The EF flag is updated by two RCLK cycles + tSKEW after the valid WCLK cycle.
In the FWFT mode, the first word written to an empty FIFO automatically goes
to the outputs Qn, on the third valid LOW-to-HIGH transition of RCLK + tSKEW
after the first write. REN and RCS do not need to be asserted LOW. In order
to access all other words, a read must be executed using REN and RCS must
be enabled LOW. The RCLK LOW-to-HIGH transition after the last word has
been read from the FIFO, Output Ready (OR) will go HIGH with a true read
(RCLK with REN = LOW; RCS = LOW), inhibiting further read operations. REN
is ignored when the FIFO is empty.
SERIAL CLOCK ( SCLK )
During serial loading of the programmable flag offset registers, a rising edge
on the SCLK input is used to load serial data present on the SI input provided
that the SEN input is LOW.
READ CHIP SELECT ( RCS )
The Read Chip Select input provides synchronous control of the Read
output port. When RCS goes LOW, the next rising edge of RCLK causes the
Qn outputs to go to the LOW Z state. When RCS goes HIGH, the next RCLK
rising edge causes the Qn outputs to return to HIGH Z. During a Master or Partial
Reset the RCS input can be HIGH or LOW. OE provides High-Impedance
control of the data outputs. If OE is LOW the data outputs will be Low-Impedance
regardless of RCS until the first rising edge of RCLK after reset is complete. Then
if RCS is HIGH the data outputs will go to High-Impedance.

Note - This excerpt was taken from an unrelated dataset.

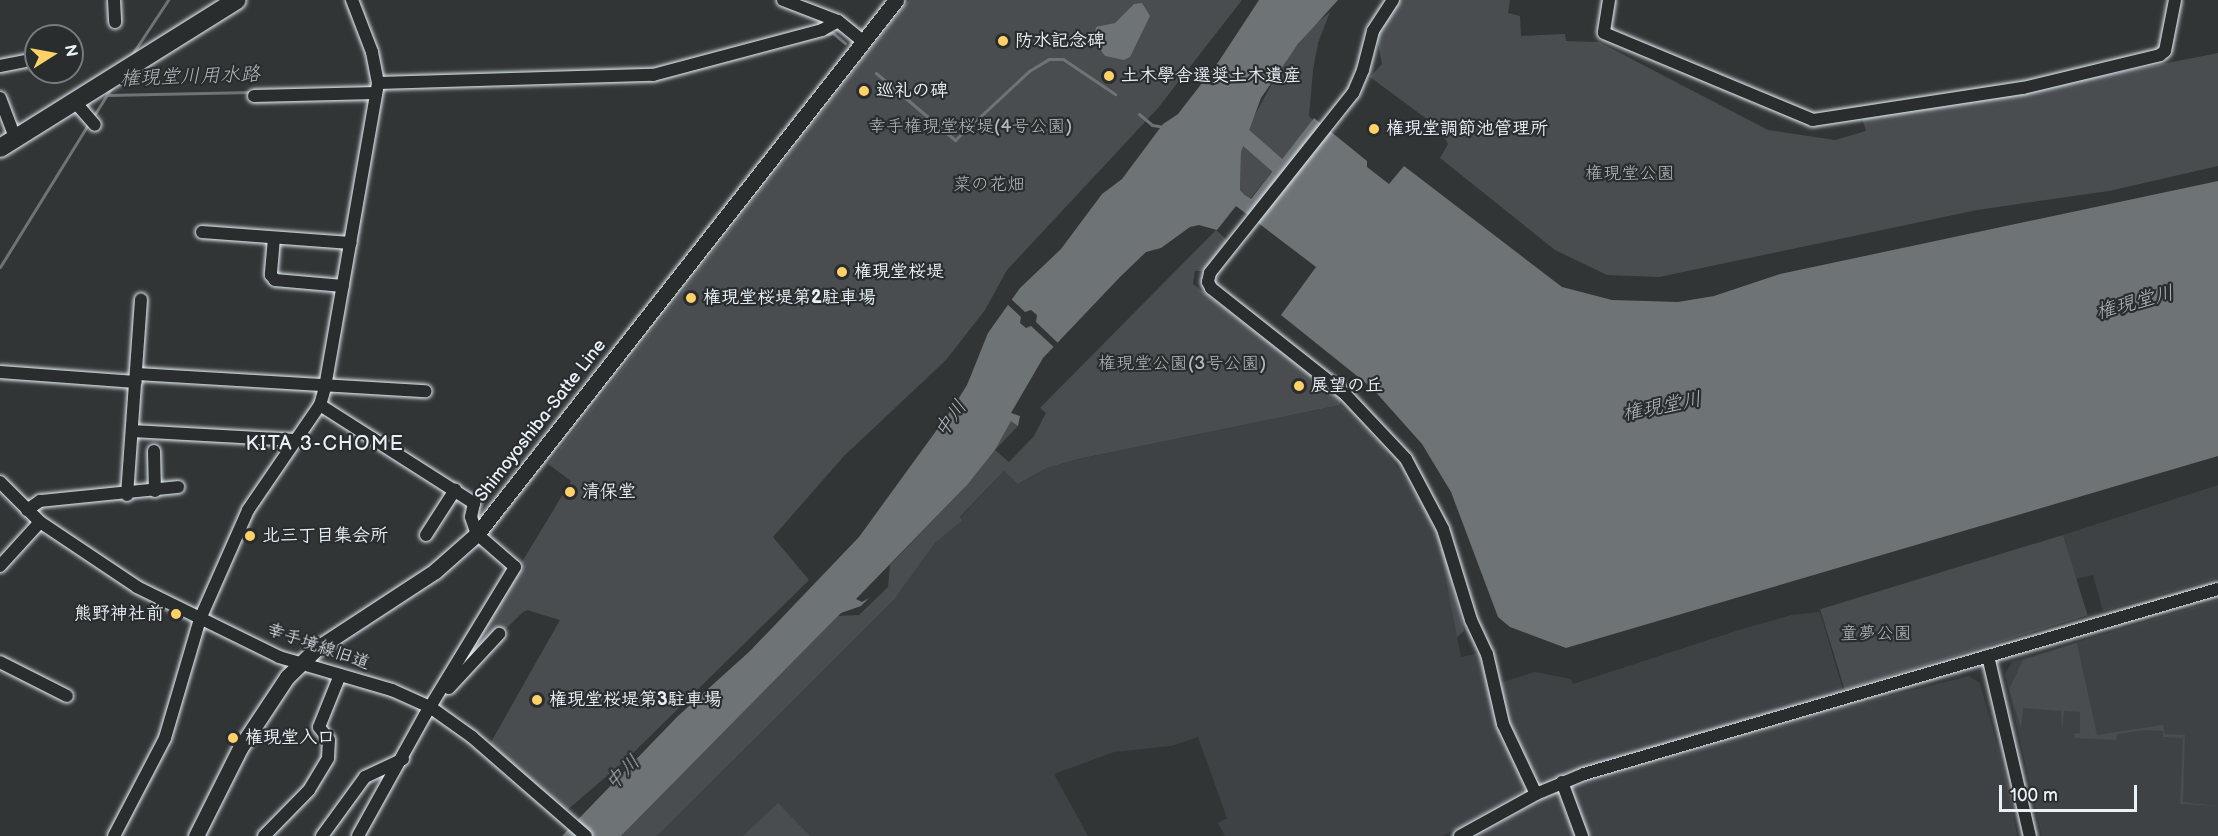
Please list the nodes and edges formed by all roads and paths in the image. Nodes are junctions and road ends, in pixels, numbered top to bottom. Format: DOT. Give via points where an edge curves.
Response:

During the time while RCS is HIGH (disabled) all read operations are
ignored. That is, the REN input is disabled and data is not clocked from the RAM
array to the output register.
The RCS input does not effect the operation of the flags. For example, when
the first word is written to an empty FIFO, the EF will still go from LOW to HIGH
based on a rising edge of RCLK, regardless of the state of the RCS input.

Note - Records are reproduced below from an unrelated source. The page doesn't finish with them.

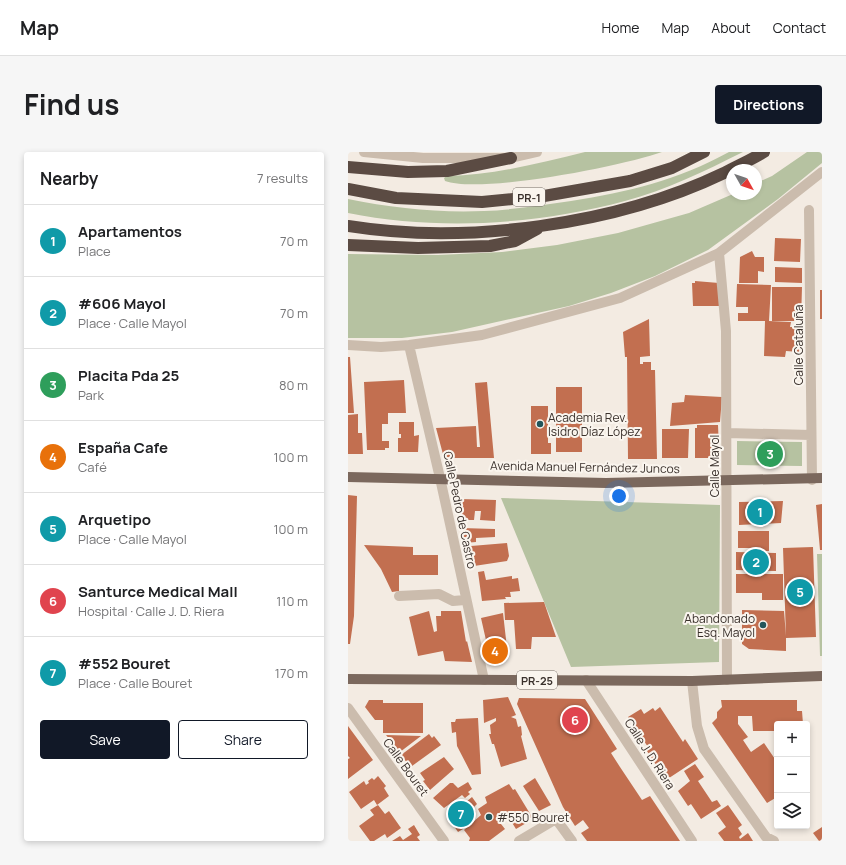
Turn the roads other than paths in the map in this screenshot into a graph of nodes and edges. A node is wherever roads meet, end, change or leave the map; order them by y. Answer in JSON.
{"nodes":[{"id":1,"x":364,"y":152,"type":"edge"},
{"id":2,"x":538,"y":152,"type":"edge"},
{"id":3,"x":704,"y":152,"type":"edge"},
{"id":4,"x":764,"y":152,"type":"edge"},
{"id":5,"x":511,"y":158,"type":"junction"},
{"id":6,"x":348,"y":167,"type":"edge"},
{"id":7,"x":822,"y":172,"type":"edge"},
{"id":8,"x":348,"y":189,"type":"edge"},
{"id":9,"x":809,"y":210,"type":"dead end"},
{"id":10,"x":348,"y":226,"type":"edge"},
{"id":11,"x":540,"y":227,"type":"junction"},
{"id":12,"x":348,"y":245,"type":"edge"},
{"id":13,"x":719,"y":253,"type":"junction"},
{"id":14,"x":817,"y":325,"type":"edge"},
{"id":15,"x":348,"y":345,"type":"edge"},
{"id":16,"x":409,"y":345,"type":"junction"},
{"id":17,"x":727,"y":433,"type":"junction"},
{"id":18,"x":811,"y":435,"type":"junction"},
{"id":19,"x":348,"y":477,"type":"edge"},
{"id":20,"x":440,"y":478,"type":"junction"},
{"id":21,"x":817,"y":479,"type":"edge"},
{"id":22,"x":726,"y":481,"type":"junction"},
{"id":23,"x":399,"y":596,"type":"dead end"},
{"id":24,"x":465,"y":600,"type":"junction"},
{"id":25,"x":822,"y":676,"type":"edge"},
{"id":26,"x":348,"y":680,"type":"edge"},
{"id":27,"x":484,"y":680,"type":"junction"},
{"id":28,"x":586,"y":680,"type":"junction"},
{"id":29,"x":727,"y":680,"type":"junction"},
{"id":30,"x":692,"y":681,"type":"junction"},
{"id":31,"x":348,"y":708,"type":"edge"},
{"id":32,"x":444,"y":841,"type":"edge"},
{"id":33,"x":519,"y":841,"type":"edge"},
{"id":34,"x":572,"y":841,"type":"edge"},
{"id":35,"x":692,"y":841,"type":"edge"},
{"id":36,"x":774,"y":841,"type":"edge"}],
"edges":[{"from":1,"to":5,"type":"street"},
{"from":2,"to":5,"type":"street"},
{"from":3,"to":8,"type":"highway","number":"PR-1"},
{"from":4,"to":11,"type":"highway"},
{"from":5,"to":6,"type":"highway"},
{"from":7,"to":13,"type":"street"},
{"from":9,"to":14,"type":"street","name":"Calle Cataluña"},
{"from":10,"to":11,"type":"highway"},
{"from":11,"to":12,"type":"highway"},
{"from":13,"to":16,"type":"street"},
{"from":13,"to":17,"type":"street","name":"Calle Mayol"},
{"from":14,"to":18,"type":"street","name":"Calle Cataluña"},
{"from":15,"to":16,"type":"street"},
{"from":16,"to":20,"type":"street","name":"Calle Pedro de Castro"},
{"from":17,"to":18,"type":"street"},
{"from":17,"to":22,"type":"street","name":"Calle Mayol"},
{"from":18,"to":21,"type":"street","name":"Calle Cataluña"},
{"from":19,"to":20,"type":"main road","name":"Avenida Manuel Fernández Juncos"},
{"from":20,"to":22,"type":"main road","name":"Avenida Manuel Fernández Juncos"},
{"from":20,"to":24,"type":"street","name":"Calle Pedro de Castro"},
{"from":21,"to":22,"type":"main road","name":"Avenida Manuel Fernández Juncos"},
{"from":22,"to":29,"type":"street","name":"Calle Mayol"},
{"from":23,"to":24,"type":"street"},
{"from":24,"to":27,"type":"street","name":"Calle Pedro de Castro"},
{"from":25,"to":29,"type":"main road","number":"PR-25"},
{"from":26,"to":27,"type":"main road","number":"PR-25"},
{"from":27,"to":28,"type":"main road","number":"PR-25"},
{"from":28,"to":30,"type":"main road","number":"PR-25"},
{"from":28,"to":35,"type":"street","name":"Calle J. D. Riera"},
{"from":29,"to":30,"type":"main road","number":"PR-25"},
{"from":30,"to":36,"type":"street"},
{"from":31,"to":32,"type":"street","name":"Calle Bouret"},
{"from":33,"to":34,"type":"street"}]}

Also, when operating the FIFO in FWFT mode the first word written to an
empty FIFO will still be clocked through to the output register based on RCLK,
regardless of the state of RCS. The RCS pin must also be active (LOW) in order
to perform a Retransmit. See figure 12 for Read Cycle and Read Chip Select
Timing (IDT Standard Mode). See figure 15 for Read Cycle and Read Chip
Select Timing (First Word Fall Through Mode).
LOAD ( LD )
This is a dual purpose pin. During Master Reset, the state of the LD input,
along with FSEL0 and FSEL1, determines one of eight default offset values for
the PAE and PAF flags, along with the method by which these offset registers
can be programmed, parallel or serial (see Table 2). After Master Reset, LD
enables write operations to and read operations from the offset registers. Only
the offset loading method currently selected can be used to write to the registers.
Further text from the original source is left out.